Reproduce every record exactly as it appears, but not the pictures.

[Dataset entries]
>>>

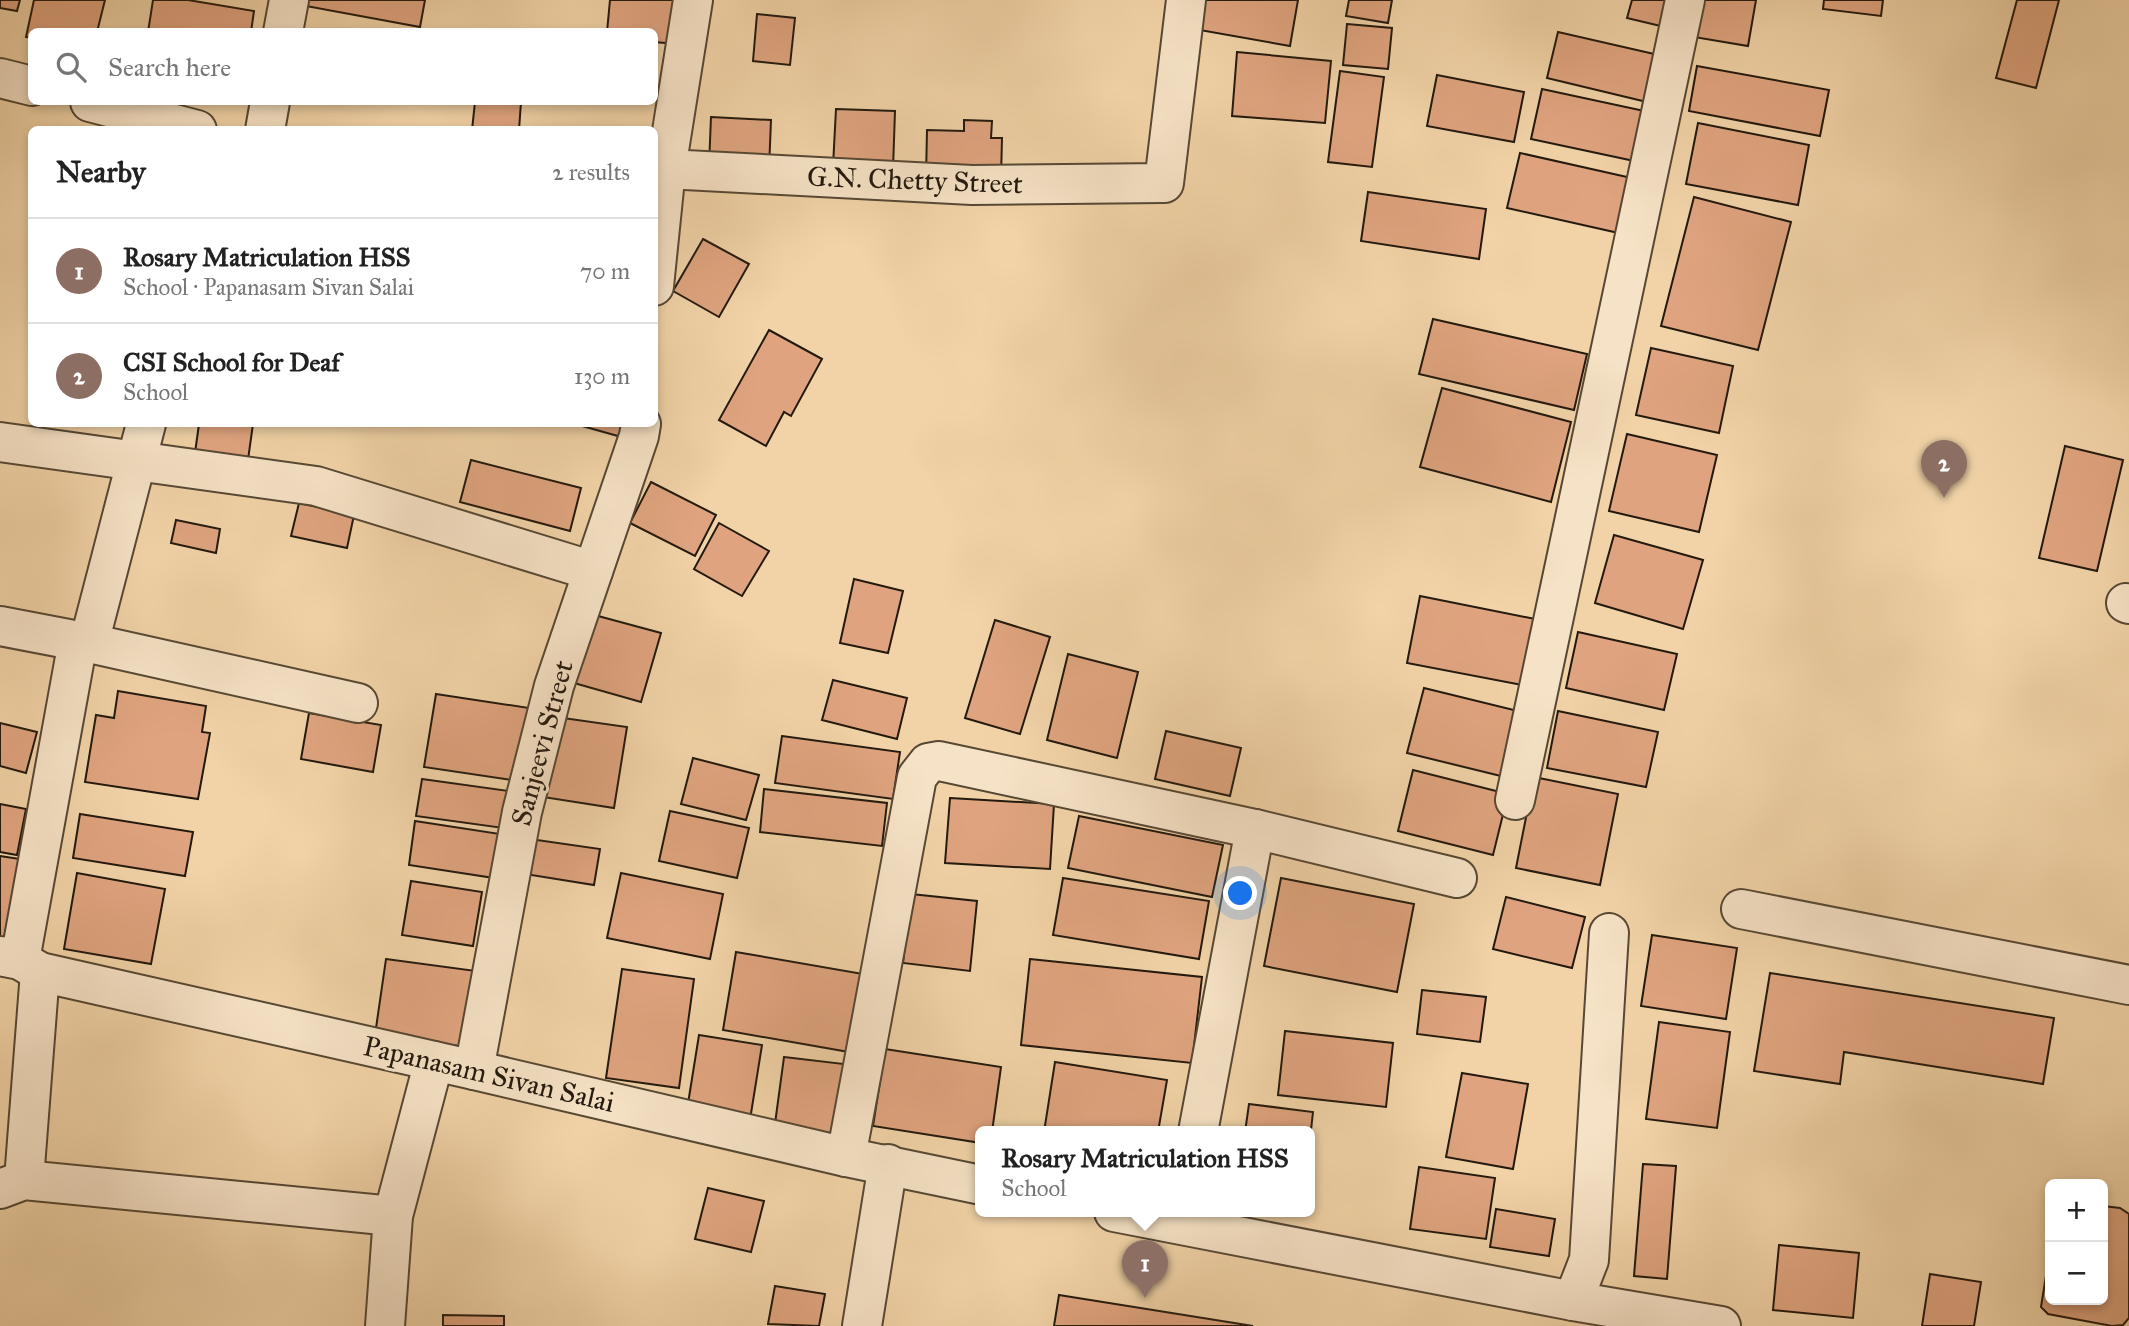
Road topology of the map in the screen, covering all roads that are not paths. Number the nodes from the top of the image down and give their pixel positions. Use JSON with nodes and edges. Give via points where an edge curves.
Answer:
{"nodes":[{"id":1,"x":289,"y":0,"type":"edge"},
{"id":2,"x":693,"y":0,"type":"edge"},
{"id":3,"x":1186,"y":0,"type":"edge"},
{"id":4,"x":1685,"y":0,"type":"edge"},
{"id":5,"x":284,"y":28,"type":"edge"},
{"id":6,"x":0,"y":78,"type":"edge"},
{"id":7,"x":28,"y":85,"type":"edge"},
{"id":8,"x":101,"y":105,"type":"edge"},
{"id":9,"x":269,"y":105,"type":"edge"},
{"id":10,"x":182,"y":126,"type":"edge"},
{"id":11,"x":266,"y":126,"type":"edge"},
{"id":12,"x":666,"y":169,"type":"junction"},
{"id":13,"x":658,"y":210,"type":"edge"},
{"id":14,"x":145,"y":427,"type":"edge"},
{"id":15,"x":640,"y":427,"type":"edge"},
{"id":16,"x":0,"y":442,"type":"edge"},
{"id":17,"x":136,"y":461,"type":"junction"},
{"id":18,"x":593,"y":571,"type":"junction"},
{"id":19,"x":0,"y":626,"type":"edge"},
{"id":20,"x":83,"y":642,"type":"junction"},
{"id":21,"x":358,"y":703,"type":"dead end"},
{"id":22,"x":1515,"y":800,"type":"dead end"},
{"id":23,"x":1255,"y":829,"type":"junction"},
{"id":24,"x":1457,"y":878,"type":"dead end"},
{"id":25,"x":1741,"y":909,"type":"dead end"},
{"id":26,"x":1609,"y":933,"type":"dead end"},
{"id":27,"x":20,"y":962,"type":"edge"},
{"id":28,"x":2129,"y":985,"type":"edge"},
{"id":29,"x":434,"y":1061,"type":"junction"},
{"id":30,"x":474,"y":1070,"type":"junction"},
{"id":31,"x":1199,"y":1126,"type":"edge"},
{"id":32,"x":846,"y":1157,"type":"junction"},
{"id":33,"x":888,"y":1164,"type":"junction"},
{"id":34,"x":12,"y":1184,"type":"edge"},
{"id":35,"x":975,"y":1184,"type":"edge"},
{"id":36,"x":393,"y":1216,"type":"junction"},
{"id":37,"x":1182,"y":1218,"type":"edge"},
{"id":38,"x":1573,"y":1301,"type":"junction"},
{"id":39,"x":385,"y":1326,"type":"edge"},
{"id":40,"x":862,"y":1326,"type":"edge"},
{"id":41,"x":1721,"y":1326,"type":"edge"}],
"edges":[{"from":1,"to":5,"type":"street"},
{"from":2,"to":12,"type":"street"},
{"from":3,"to":12,"type":"street","name":"G.N. Chetty Street","via":[[1164,183],[972,185]]},
{"from":4,"to":22,"type":"street"},
{"from":6,"to":7,"type":"street"},
{"from":8,"to":10,"type":"street"},
{"from":9,"to":11,"type":"street"},
{"from":12,"to":13,"type":"street"},
{"from":14,"to":17,"type":"street"},
{"from":15,"to":18,"type":"street","name":"Sanjeevi Street"},
{"from":16,"to":17,"type":"street"},
{"from":17,"to":18,"type":"street","via":[[316,486]]},
{"from":17,"to":20,"type":"street"},
{"from":18,"to":30,"type":"street","name":"Sanjeevi Street","via":[[554,686],[522,812]]},
{"from":19,"to":20,"type":"street"},
{"from":20,"to":21,"type":"street"},
{"from":20,"to":27,"type":"street"},
{"from":23,"to":24,"type":"street"},
{"from":23,"to":31,"type":"street"},
{"from":23,"to":32,"type":"street","via":[[939,761],[928,763],[917,777]]},
{"from":25,"to":28,"type":"street"},
{"from":26,"to":38,"type":"street","via":[[1589,1260]]},
{"from":27,"to":29,"type":"street","name":"Papanasam Sivan Salai"},
{"from":27,"to":34,"type":"street"},
{"from":29,"to":30,"type":"street","name":"Papanasam Sivan Salai"},
{"from":29,"to":36,"type":"street"},
{"from":30,"to":32,"type":"street","name":"Papanasam Sivan Salai"},
{"from":32,"to":33,"type":"street","name":"Papanasam Sivan Salai"},
{"from":33,"to":35,"type":"street","name":"Papanasam Sivan Salai"},
{"from":33,"to":40,"type":"street"},
{"from":34,"to":36,"type":"street"},
{"from":36,"to":39,"type":"street"},
{"from":37,"to":38,"type":"street"},
{"from":38,"to":41,"type":"street"}]}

<<<

_Task result_.
Road topology of the map in the screen, covering all roads that are not paths. Number the nodes from the top of the image down and give their pixel positions. Use JSON with nodes and edges. Give via points where an edge curves.
Answer:
{"nodes":[{"id":1,"x":289,"y":0,"type":"edge"},
{"id":2,"x":693,"y":0,"type":"edge"},
{"id":3,"x":1186,"y":0,"type":"edge"},
{"id":4,"x":1685,"y":0,"type":"edge"},
{"id":5,"x":284,"y":28,"type":"edge"},
{"id":6,"x":0,"y":78,"type":"edge"},
{"id":7,"x":28,"y":85,"type":"edge"},
{"id":8,"x":101,"y":105,"type":"edge"},
{"id":9,"x":269,"y":105,"type":"edge"},
{"id":10,"x":182,"y":126,"type":"edge"},
{"id":11,"x":266,"y":126,"type":"edge"},
{"id":12,"x":666,"y":169,"type":"junction"},
{"id":13,"x":658,"y":210,"type":"edge"},
{"id":14,"x":145,"y":427,"type":"edge"},
{"id":15,"x":640,"y":427,"type":"edge"},
{"id":16,"x":0,"y":442,"type":"edge"},
{"id":17,"x":136,"y":461,"type":"junction"},
{"id":18,"x":593,"y":571,"type":"junction"},
{"id":19,"x":0,"y":626,"type":"edge"},
{"id":20,"x":83,"y":642,"type":"junction"},
{"id":21,"x":358,"y":703,"type":"dead end"},
{"id":22,"x":1515,"y":800,"type":"dead end"},
{"id":23,"x":1255,"y":829,"type":"junction"},
{"id":24,"x":1457,"y":878,"type":"dead end"},
{"id":25,"x":1741,"y":909,"type":"dead end"},
{"id":26,"x":1609,"y":933,"type":"dead end"},
{"id":27,"x":20,"y":962,"type":"edge"},
{"id":28,"x":2129,"y":985,"type":"edge"},
{"id":29,"x":434,"y":1061,"type":"junction"},
{"id":30,"x":474,"y":1070,"type":"junction"},
{"id":31,"x":1199,"y":1126,"type":"edge"},
{"id":32,"x":846,"y":1157,"type":"junction"},
{"id":33,"x":888,"y":1164,"type":"junction"},
{"id":34,"x":12,"y":1184,"type":"edge"},
{"id":35,"x":975,"y":1184,"type":"edge"},
{"id":36,"x":393,"y":1216,"type":"junction"},
{"id":37,"x":1182,"y":1218,"type":"edge"},
{"id":38,"x":1573,"y":1301,"type":"junction"},
{"id":39,"x":385,"y":1326,"type":"edge"},
{"id":40,"x":862,"y":1326,"type":"edge"},
{"id":41,"x":1721,"y":1326,"type":"edge"}],
"edges":[{"from":1,"to":5,"type":"street"},
{"from":2,"to":12,"type":"street"},
{"from":3,"to":12,"type":"street","name":"G.N. Chetty Street","via":[[1164,183],[972,185]]},
{"from":4,"to":22,"type":"street"},
{"from":6,"to":7,"type":"street"},
{"from":8,"to":10,"type":"street"},
{"from":9,"to":11,"type":"street"},
{"from":12,"to":13,"type":"street"},
{"from":14,"to":17,"type":"street"},
{"from":15,"to":18,"type":"street","name":"Sanjeevi Street"},
{"from":16,"to":17,"type":"street"},
{"from":17,"to":18,"type":"street","via":[[316,486]]},
{"from":17,"to":20,"type":"street"},
{"from":18,"to":30,"type":"street","name":"Sanjeevi Street","via":[[554,686],[522,812]]},
{"from":19,"to":20,"type":"street"},
{"from":20,"to":21,"type":"street"},
{"from":20,"to":27,"type":"street"},
{"from":23,"to":24,"type":"street"},
{"from":23,"to":31,"type":"street"},
{"from":23,"to":32,"type":"street","via":[[939,761],[928,763],[917,777]]},
{"from":25,"to":28,"type":"street"},
{"from":26,"to":38,"type":"street","via":[[1589,1260]]},
{"from":27,"to":29,"type":"street","name":"Papanasam Sivan Salai"},
{"from":27,"to":34,"type":"street"},
{"from":29,"to":30,"type":"street","name":"Papanasam Sivan Salai"},
{"from":29,"to":36,"type":"street"},
{"from":30,"to":32,"type":"street","name":"Papanasam Sivan Salai"},
{"from":32,"to":33,"type":"street","name":"Papanasam Sivan Salai"},
{"from":33,"to":35,"type":"street","name":"Papanasam Sivan Salai"},
{"from":33,"to":40,"type":"street"},
{"from":34,"to":36,"type":"street"},
{"from":36,"to":39,"type":"street"},
{"from":37,"to":38,"type":"street"},
{"from":38,"to":41,"type":"street"}]}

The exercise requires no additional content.